La storia, 30 anni di bullismo nel silenzio

La storia, 30 anni di bullismo nel silenzio

Chiara Cenini

La storia, 30 anni di bullismo nel silenzio

mercoledì 29 Settembre 2021 - 08:51

Ci ha raccontato la sua lunga e triste vicenda di bullismo. Non ce la fa più e chiede che finalmente si ponga fine all'umiliante persecuzione

Trent’anni di bullismo, nascosto nel silenzio. Protagonista sfortunato di una brutta storia di bullismo e accanimento su un più debole e’ un “ragazzo” siciliano di un paesino vicino Agrigento.
Purtroppo ha riportato dalla nascita problemi cerebrali che gli hanno procurato anche i successivi handicap fisici: soffre di epilessia, ha una vistosa scoliosi, ma ragiona molto bene e finalmente ha deciso di raccontare il male subìto. Oggi quel ragazzo ha 37 anni e finalmente riesce, grazie all’ aiuto del web ad aprirsi, a parlare del suo calvario che dura da una vita, preda fin dalle scuole elementari di coetanei che ridevano di lui, isolandolo e maltrattandolo.
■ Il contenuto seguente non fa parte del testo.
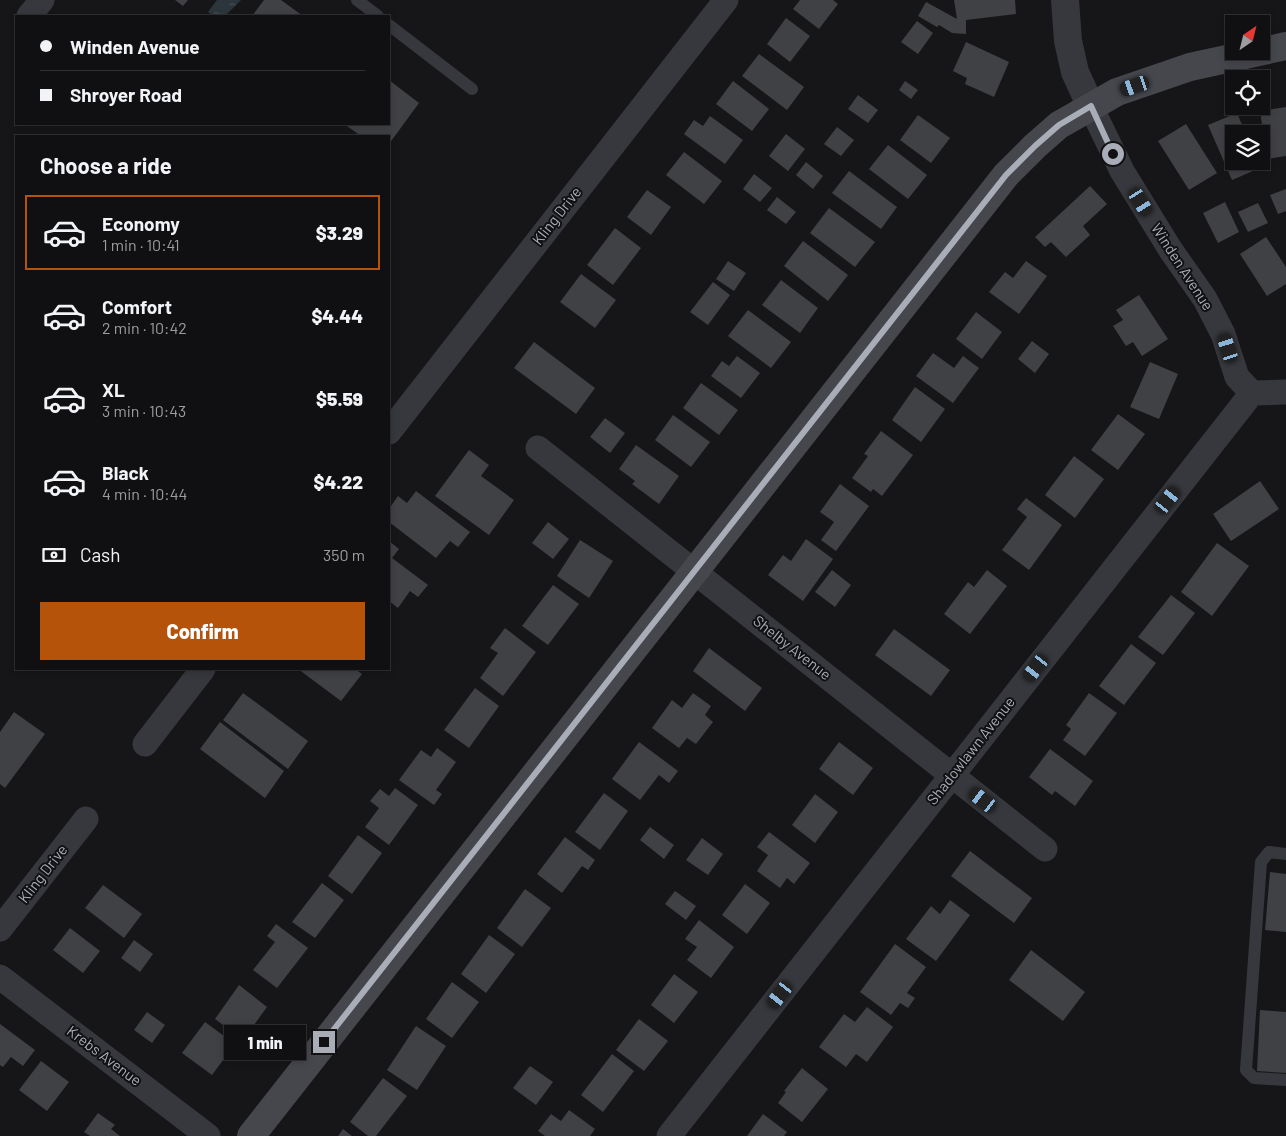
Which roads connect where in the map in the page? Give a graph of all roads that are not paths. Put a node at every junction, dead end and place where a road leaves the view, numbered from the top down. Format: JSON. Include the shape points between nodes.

Così, via via fino ad oggi.

La paura di denunciare gli abusi

Quando chiediamo perché non abbia mai denunciato gli abusi, ci racconta di aver avuto molta paura, e di aver voluto proteggere i suoi genitori e soprattutto la mamma ammalata, per non farle pesare ancor di più il dolore che solo una madre può portare in cuore quando un figlio nasce con un problema che lei e nessuno avrebbero potuto evitare.

Ha paura, ma ad oggi è stanco, non sono più i coetanei del suo paese a bullizzarlo, ma i ragazzini: ” Le nuove leve” 17 , 18 anni, difesi da genitori che, noncuranti di quanto Sasà ha raccontato loro, non prendono nessun provvedimento. Lui si scusa perché a tratti balbetta mentre racconta, dice che è privo di uscire di casa: tre, quattro di loro lo aspettano, lo accerchiano e lo picchiano, gli spengono le cicche delle sigarette sulle mani; gli hanno persino rotto un dito, lo minacciano e poi lo lasciano li per terra solo, piegato dalle botte, ma forse molto di più dall’umiliazione, la vergogna di un qualcosa che non ha saputo affrontare, un dolore lungo 37 anni, “un’accettazione mancata di una normalità tanto voluta.”

Cos’è il bullismo

Anziani, disabili, bambini, donne e uomini, adulti o ragazzi: sembra proprio che non ci siano limiti perché chiunque può essere o diventare vittima di bullismo .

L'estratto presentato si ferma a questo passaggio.